An entity is supposed to get an earlier deadline with
PLACE_DEADLINE_INITIAL when it's forked, but the deadline gets
overwritten soon after in enqueue_entity() the first time a forked
entity is woken so that PLACE_DEADLINE_INITIAL is effectively a no-op.
Placing in task_fork_fair() seems unnecessary since none of the values
that get set (slice, vruntime, deadline) are used before they're set
again at enqueue time, so get rid of that (and with it all of
task_fork_fair()) and just pass ENQUEUE_INITIAL to enqueue_entity() via
wake_up_new_task().
Fixes: e8f331bcc270 ("sched/smp: Use lag to simplify cross-runqueue placement")
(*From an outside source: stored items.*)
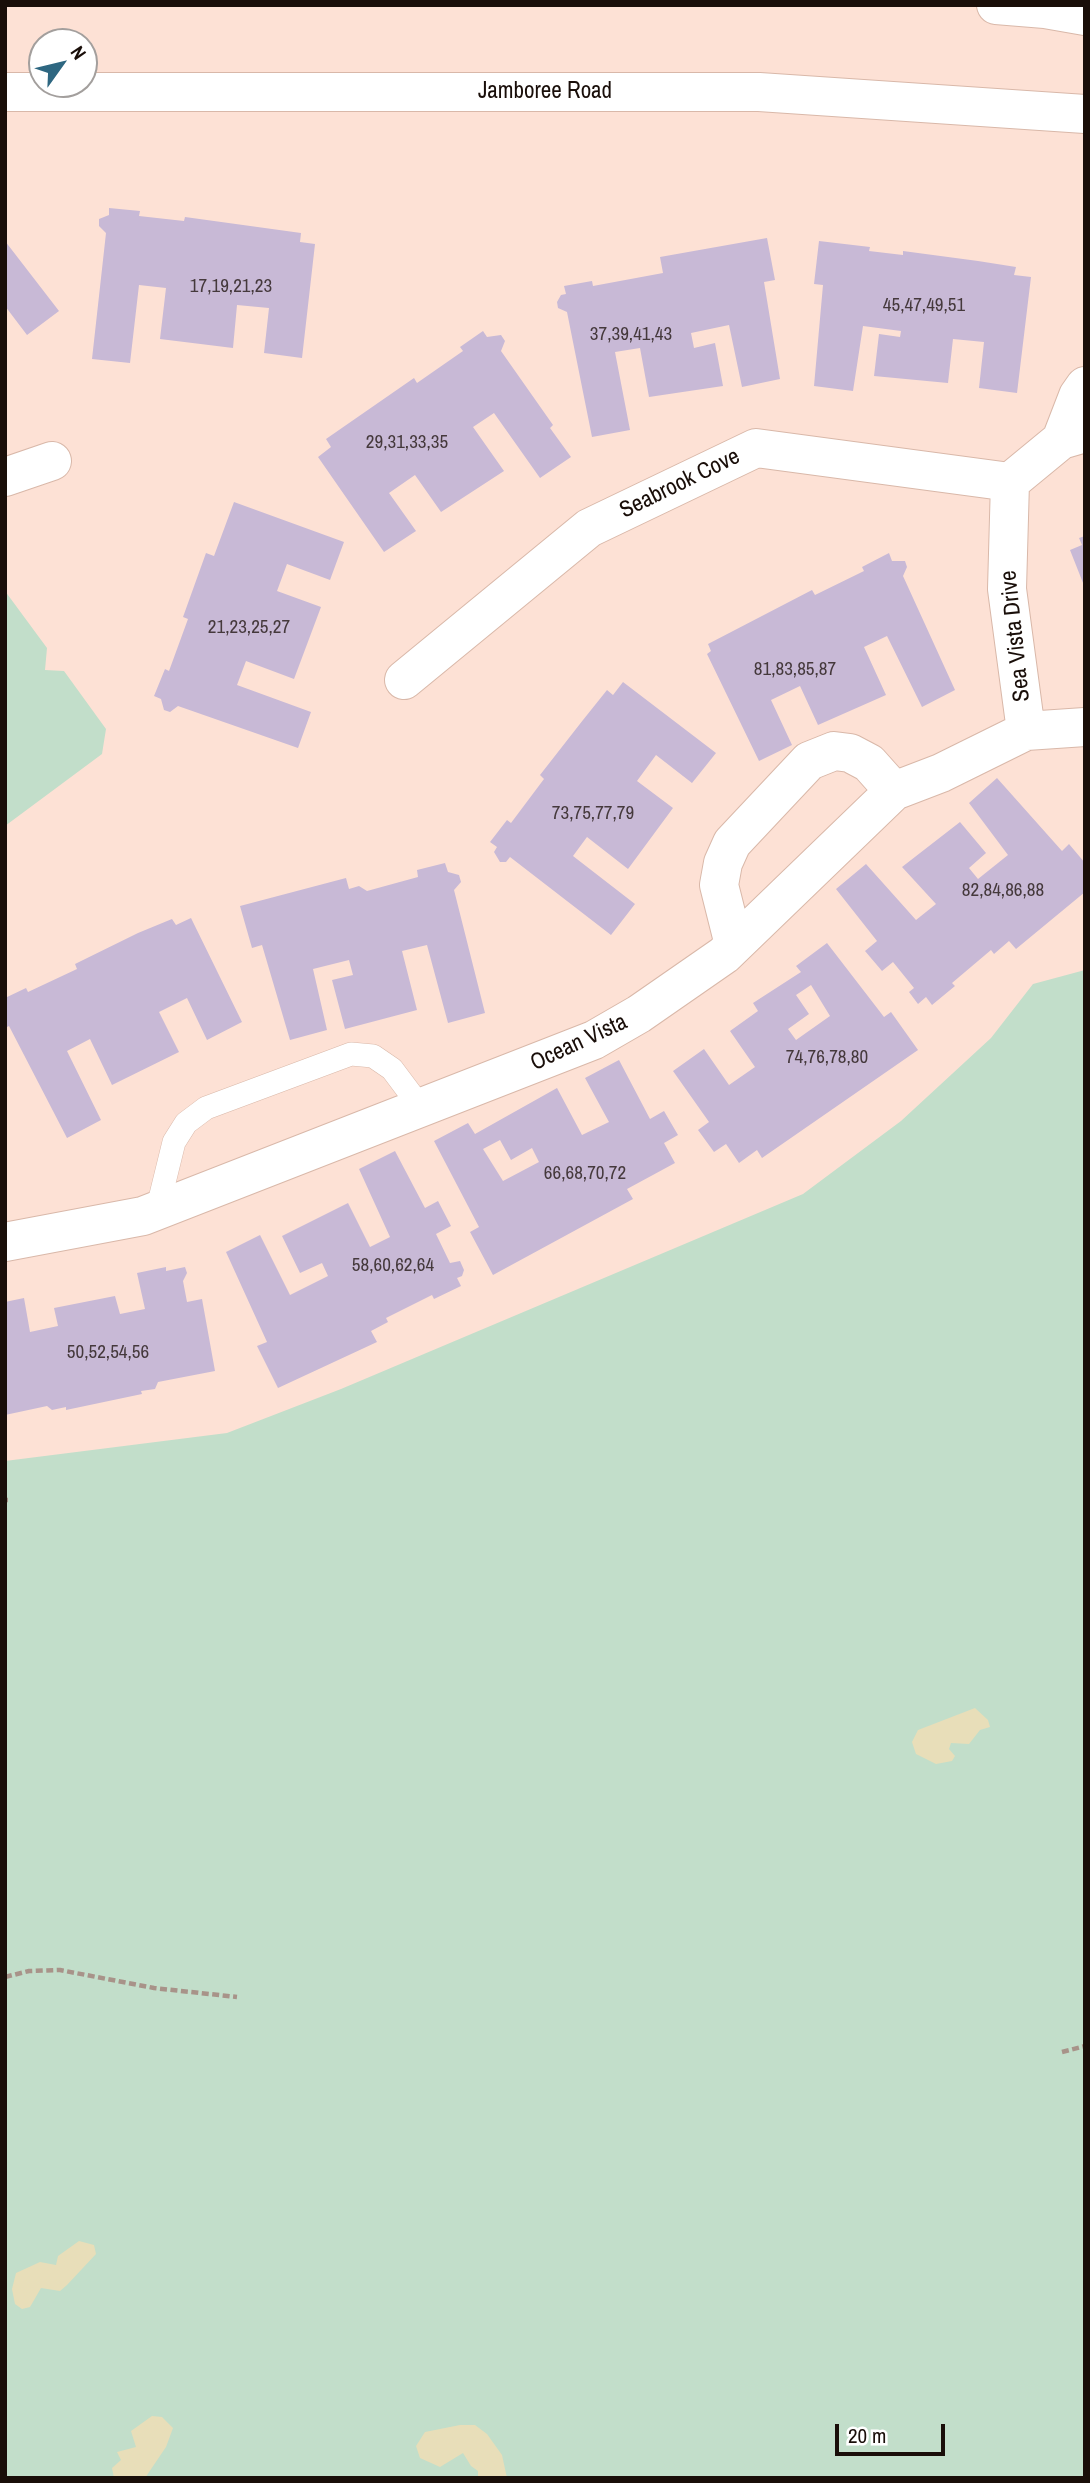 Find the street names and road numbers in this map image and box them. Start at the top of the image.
street label: Jamboree Road [478,78,612,106]
street label: Seabrook Cove [616,443,744,525]
street label: Sea Vista Drive [995,569,1037,703]
street label: Ocean Vista [526,1009,632,1077] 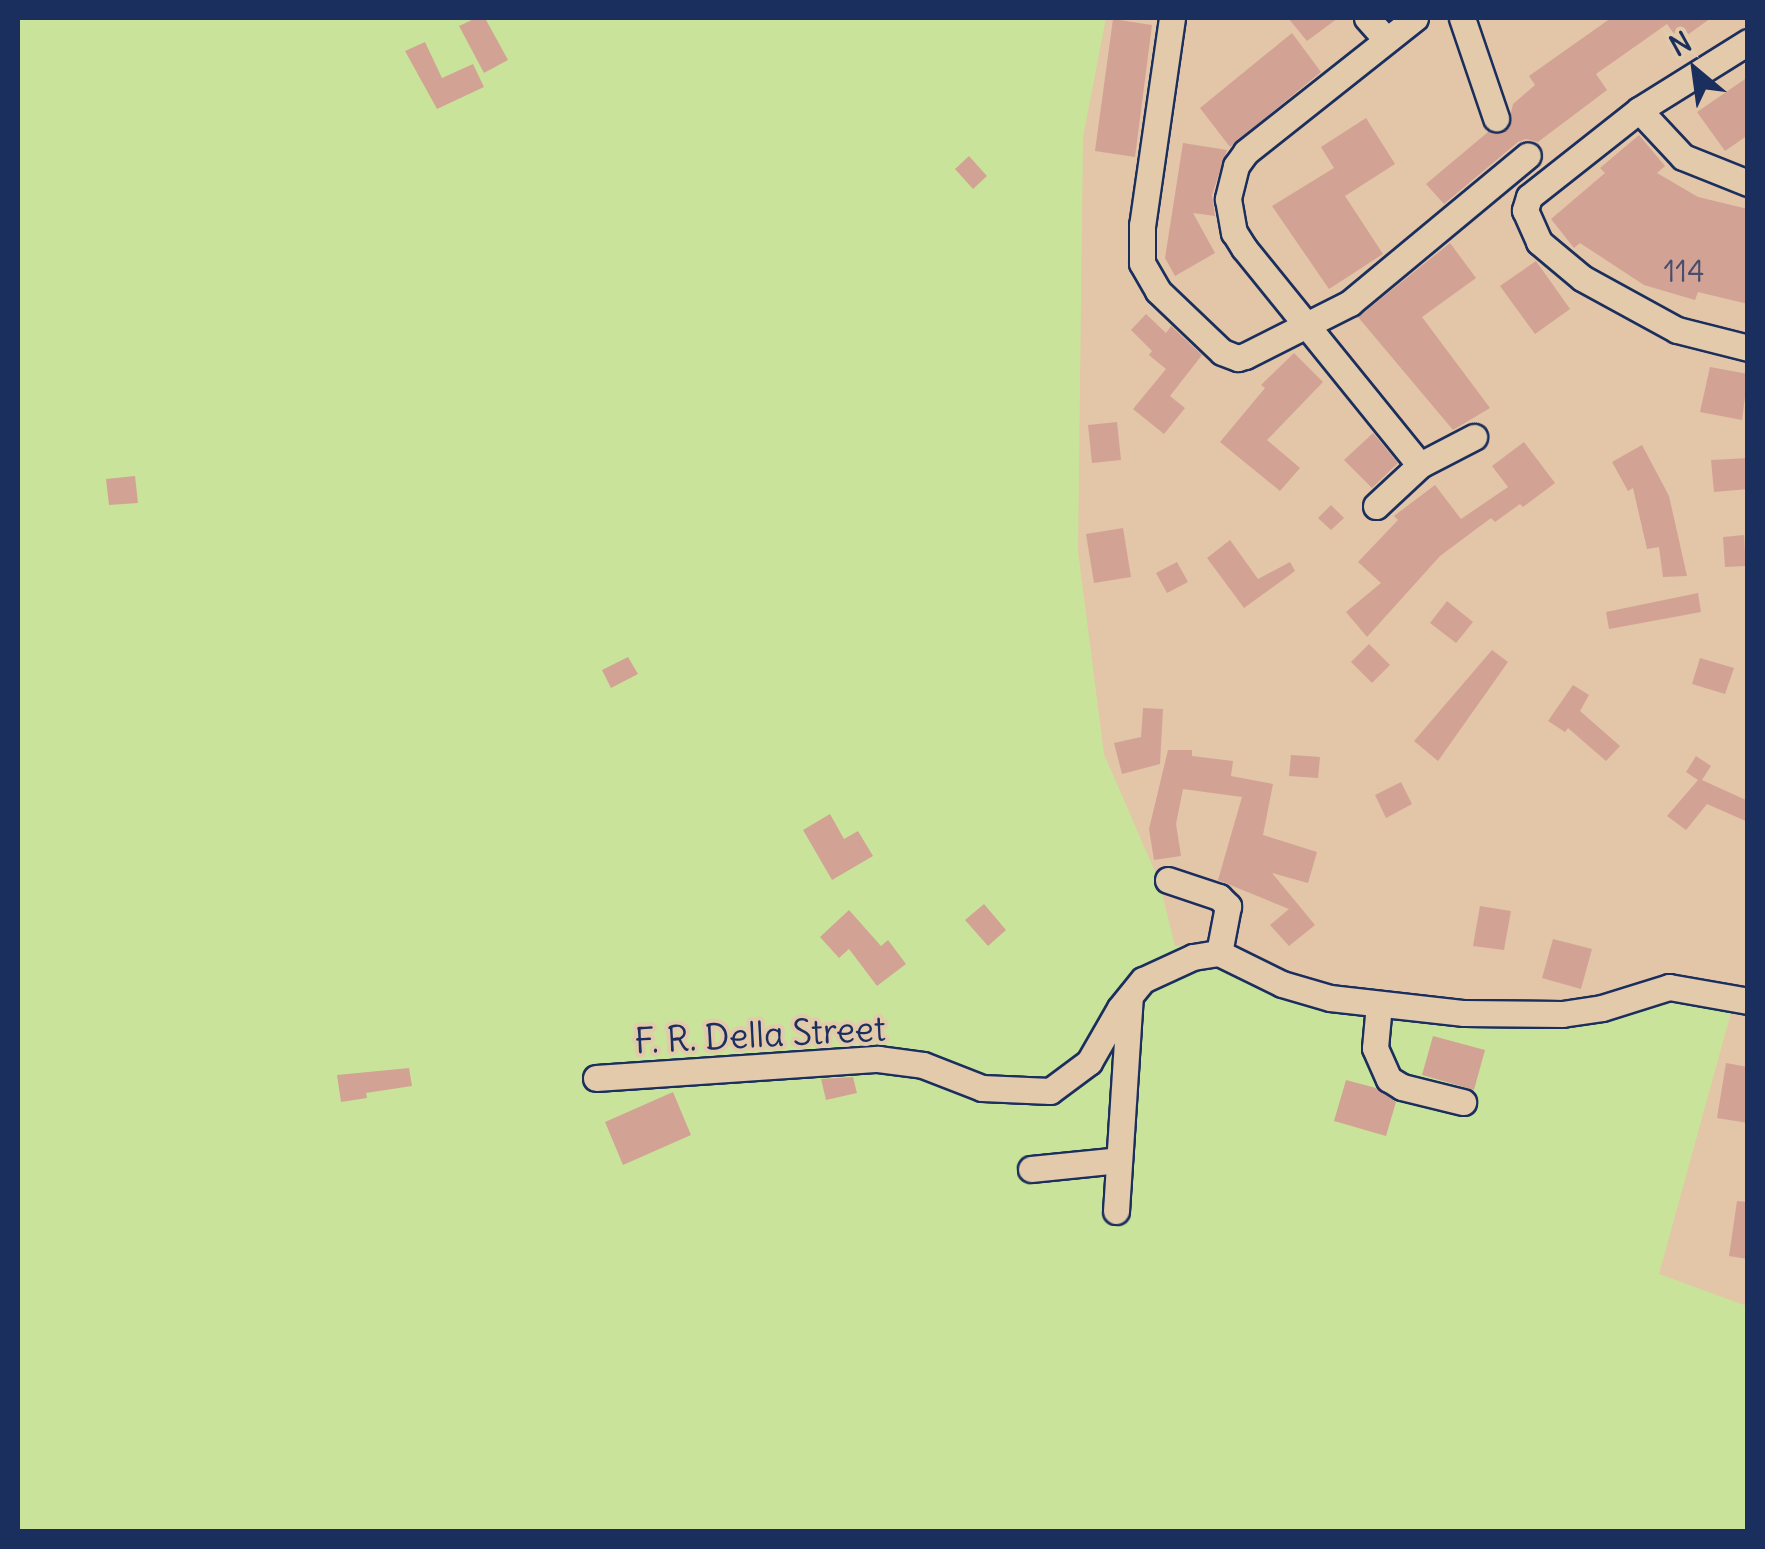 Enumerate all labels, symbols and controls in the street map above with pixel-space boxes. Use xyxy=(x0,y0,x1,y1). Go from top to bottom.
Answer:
north arrow xyxy=(1645,20,1745,120)
text: N xyxy=(1663,23,1698,64)
house number: 114 xyxy=(1663,253,1705,289)
street label: F. R. Della Street xyxy=(633,1006,887,1062)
Signed-off-by: Daniel Jordan <daniel.m.jordan@oracle.com>
---
v2
- place_entity() seems like the only reason for task_fork_fair() to exist
after the recent removal of sysctl_sched_child_runs_first, so take out
the whole function.
Still based on today's peterz/sched/eevdf
kernel/sched/core.c | 2 +-
kernel/sched/fair.c | 24 ------------------------
2 files changed, 1 insertion(+), 25 deletions(-)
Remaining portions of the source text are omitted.